(Given entries begins)

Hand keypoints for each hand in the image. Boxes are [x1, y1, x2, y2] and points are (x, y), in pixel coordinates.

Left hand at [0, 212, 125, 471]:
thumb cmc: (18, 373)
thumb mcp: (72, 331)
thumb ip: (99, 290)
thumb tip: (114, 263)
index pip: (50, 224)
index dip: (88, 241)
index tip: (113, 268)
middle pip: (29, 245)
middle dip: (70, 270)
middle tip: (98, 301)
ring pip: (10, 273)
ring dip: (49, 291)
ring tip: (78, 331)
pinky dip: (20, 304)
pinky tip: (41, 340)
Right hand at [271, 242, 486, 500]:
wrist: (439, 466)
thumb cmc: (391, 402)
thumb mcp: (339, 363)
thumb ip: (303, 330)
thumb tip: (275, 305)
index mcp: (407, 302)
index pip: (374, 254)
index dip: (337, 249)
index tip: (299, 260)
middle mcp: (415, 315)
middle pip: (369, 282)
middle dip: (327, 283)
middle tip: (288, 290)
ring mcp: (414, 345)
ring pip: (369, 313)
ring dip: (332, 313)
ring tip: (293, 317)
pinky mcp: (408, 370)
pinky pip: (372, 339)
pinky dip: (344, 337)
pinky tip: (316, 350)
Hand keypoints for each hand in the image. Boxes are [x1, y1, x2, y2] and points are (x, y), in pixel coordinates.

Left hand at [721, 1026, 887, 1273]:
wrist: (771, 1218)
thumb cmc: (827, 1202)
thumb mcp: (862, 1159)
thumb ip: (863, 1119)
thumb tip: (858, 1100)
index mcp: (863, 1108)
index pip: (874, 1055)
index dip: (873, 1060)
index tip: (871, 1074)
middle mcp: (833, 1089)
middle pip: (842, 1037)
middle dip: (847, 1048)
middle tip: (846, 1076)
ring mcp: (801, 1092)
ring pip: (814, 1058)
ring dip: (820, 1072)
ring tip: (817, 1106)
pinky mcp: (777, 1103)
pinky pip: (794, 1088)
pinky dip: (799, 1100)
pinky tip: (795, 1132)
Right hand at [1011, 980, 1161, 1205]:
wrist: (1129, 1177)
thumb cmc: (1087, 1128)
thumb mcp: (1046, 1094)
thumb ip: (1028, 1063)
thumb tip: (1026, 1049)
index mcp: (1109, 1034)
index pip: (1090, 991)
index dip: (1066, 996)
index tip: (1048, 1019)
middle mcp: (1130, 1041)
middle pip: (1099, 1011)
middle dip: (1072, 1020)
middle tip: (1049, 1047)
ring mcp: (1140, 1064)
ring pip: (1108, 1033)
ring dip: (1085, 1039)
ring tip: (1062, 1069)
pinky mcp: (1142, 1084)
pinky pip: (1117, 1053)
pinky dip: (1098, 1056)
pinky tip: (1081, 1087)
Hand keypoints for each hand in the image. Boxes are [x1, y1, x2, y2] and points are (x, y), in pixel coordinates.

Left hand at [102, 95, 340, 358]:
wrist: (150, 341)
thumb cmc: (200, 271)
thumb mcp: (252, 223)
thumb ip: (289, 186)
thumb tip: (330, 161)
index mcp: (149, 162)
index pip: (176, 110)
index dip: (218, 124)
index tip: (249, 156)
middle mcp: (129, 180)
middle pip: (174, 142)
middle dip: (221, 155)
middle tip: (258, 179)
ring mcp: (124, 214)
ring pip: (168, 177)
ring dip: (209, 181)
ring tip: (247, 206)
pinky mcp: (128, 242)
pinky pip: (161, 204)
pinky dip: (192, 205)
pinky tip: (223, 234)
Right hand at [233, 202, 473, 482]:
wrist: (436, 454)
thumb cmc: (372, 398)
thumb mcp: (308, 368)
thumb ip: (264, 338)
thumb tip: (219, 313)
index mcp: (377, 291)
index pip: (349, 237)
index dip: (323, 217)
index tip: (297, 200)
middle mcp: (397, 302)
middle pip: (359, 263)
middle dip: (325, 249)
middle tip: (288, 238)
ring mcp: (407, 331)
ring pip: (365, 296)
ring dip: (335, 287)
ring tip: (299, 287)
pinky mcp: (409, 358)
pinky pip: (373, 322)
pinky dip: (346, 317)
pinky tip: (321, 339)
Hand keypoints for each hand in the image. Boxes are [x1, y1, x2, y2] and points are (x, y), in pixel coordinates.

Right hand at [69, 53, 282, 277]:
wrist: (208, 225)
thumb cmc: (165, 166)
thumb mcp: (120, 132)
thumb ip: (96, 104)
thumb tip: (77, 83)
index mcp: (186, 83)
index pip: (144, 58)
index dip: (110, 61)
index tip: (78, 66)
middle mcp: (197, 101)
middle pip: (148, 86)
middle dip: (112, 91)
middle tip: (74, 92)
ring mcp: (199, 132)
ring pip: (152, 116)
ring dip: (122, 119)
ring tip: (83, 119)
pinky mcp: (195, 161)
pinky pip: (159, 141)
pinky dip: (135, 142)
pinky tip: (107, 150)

(Given entries ends)

*What you should do:* The listing above is to be written out again word for word.

*Response:*
Hand keypoints for each hand in the image. Boxes are [x1, y1, x2, y2] and points are (x, y), in pixel coordinates.

Left hand at [0, 212, 125, 471]:
thumb cmc: (18, 373)
thumb mcp: (72, 331)
thumb ip: (99, 290)
thumb tip: (114, 263)
index pip: (50, 224)
index dip: (88, 241)
index tip: (113, 268)
middle pip: (29, 245)
middle dip: (70, 270)
middle tip: (98, 301)
ring pip: (10, 273)
ring dip: (49, 291)
ring tip: (78, 331)
pinky dip: (20, 304)
pinky tip: (41, 340)
Right hand at [271, 242, 486, 500]:
wrist: (439, 466)
thumb cmc: (391, 402)
thumb mcp: (339, 363)
thumb ip: (303, 330)
thumb tip: (275, 305)
index mcp: (407, 302)
index pip: (374, 254)
index dip: (337, 249)
index tip: (299, 260)
middle mcp: (415, 315)
middle pip: (369, 282)
middle dip: (327, 283)
middle tip: (288, 290)
ring mcp: (414, 345)
ring pip: (369, 313)
ring dip: (332, 313)
ring tip: (293, 317)
pinky mcp: (408, 370)
pinky pip: (372, 339)
pinky dip: (344, 337)
pinky tip: (316, 350)
Hand keypoints for each hand in the image. Boxes are [x1, y1, x2, y2] and points are (x, y), in pixel coordinates.

Left hand at [721, 1026, 887, 1273]:
wrist: (771, 1218)
thumb cmc: (827, 1202)
thumb mcp: (862, 1159)
thumb ip: (863, 1119)
thumb tip: (858, 1100)
index mcp: (863, 1108)
index pip: (874, 1055)
index dip: (873, 1060)
index tip: (871, 1074)
middle mcp: (833, 1089)
middle pip: (842, 1037)
middle dip: (847, 1048)
middle tip: (846, 1076)
ring mcp: (801, 1092)
ring pip: (814, 1058)
ring dip: (820, 1072)
ring tip: (817, 1106)
pinky mcp: (777, 1103)
pinky pip: (794, 1088)
pinky dip: (799, 1100)
pinky tip: (795, 1132)
Right hand at [1011, 980, 1161, 1205]:
wrist: (1129, 1177)
thumb cmc: (1087, 1128)
thumb mcp: (1046, 1094)
thumb ip: (1028, 1063)
thumb tip: (1026, 1049)
index mcp: (1109, 1034)
index pip: (1090, 991)
index dip: (1066, 996)
index tip: (1048, 1019)
middle mcp: (1130, 1041)
middle pip: (1099, 1011)
middle dip: (1072, 1020)
middle tip: (1049, 1047)
ring mcp: (1140, 1064)
ring pip: (1108, 1033)
ring dip: (1085, 1039)
ring tip: (1062, 1069)
pinky mcp: (1142, 1084)
pinky pip: (1117, 1053)
pinky dip: (1098, 1056)
pinky tip: (1081, 1087)
Hand keypoints for each hand in the image. Boxes are [x1, y1, x2, y2] and points are (x, y), in pixel coordinates.

Left hand at [102, 95, 340, 358]:
wrist: (150, 341)
thumb cmc: (200, 271)
thumb mcp: (252, 223)
thumb ip: (289, 186)
thumb tip: (330, 161)
index mcp: (149, 162)
index pip: (176, 110)
index dip: (218, 124)
index tip: (249, 156)
middle mcp: (129, 180)
middle pip: (174, 142)
middle dip: (221, 155)
middle tip: (258, 179)
ring mcp: (124, 214)
ring pip: (168, 177)
ring dip: (209, 181)
ring tip: (247, 206)
pinky mcp: (128, 242)
pinky pip: (161, 204)
pinky dip: (192, 205)
pinky tip: (223, 234)
Right hand at [233, 202, 473, 482]:
wrist: (436, 454)
thumb cmc: (372, 398)
thumb mcp: (308, 368)
thumb ip: (264, 338)
thumb tip: (219, 313)
index mcp: (377, 291)
index pip: (349, 237)
index dip: (323, 217)
index tip: (297, 200)
middle mcp: (397, 302)
middle pip: (359, 263)
middle dip: (325, 249)
middle tip: (288, 238)
ring mcp: (407, 331)
ring pip: (365, 296)
ring dip: (335, 287)
ring tip: (299, 287)
pinky mcp: (409, 358)
pinky pip: (373, 322)
pinky dip: (346, 317)
pinky tip: (321, 339)
Hand keypoints for each hand in the image. Boxes are [x1, y1, x2, y2] and points are (x, y), in pixel coordinates.

Right hand at [69, 53, 282, 277]:
wrist: (208, 225)
thumb cmc: (165, 166)
thumb mcp: (120, 132)
thumb ip: (96, 104)
thumb tip: (77, 83)
index mcp: (186, 83)
index pip: (144, 58)
index dip: (110, 61)
index tip: (78, 66)
middle mcp: (197, 101)
middle pip: (148, 86)
middle dip: (112, 91)
middle tip: (74, 92)
ring mcp: (199, 132)
ring pip: (152, 116)
ring dip: (122, 119)
ring tip: (83, 119)
pinky mcp: (195, 161)
pinky pip: (159, 141)
pinky dip: (135, 142)
pinky tip: (107, 150)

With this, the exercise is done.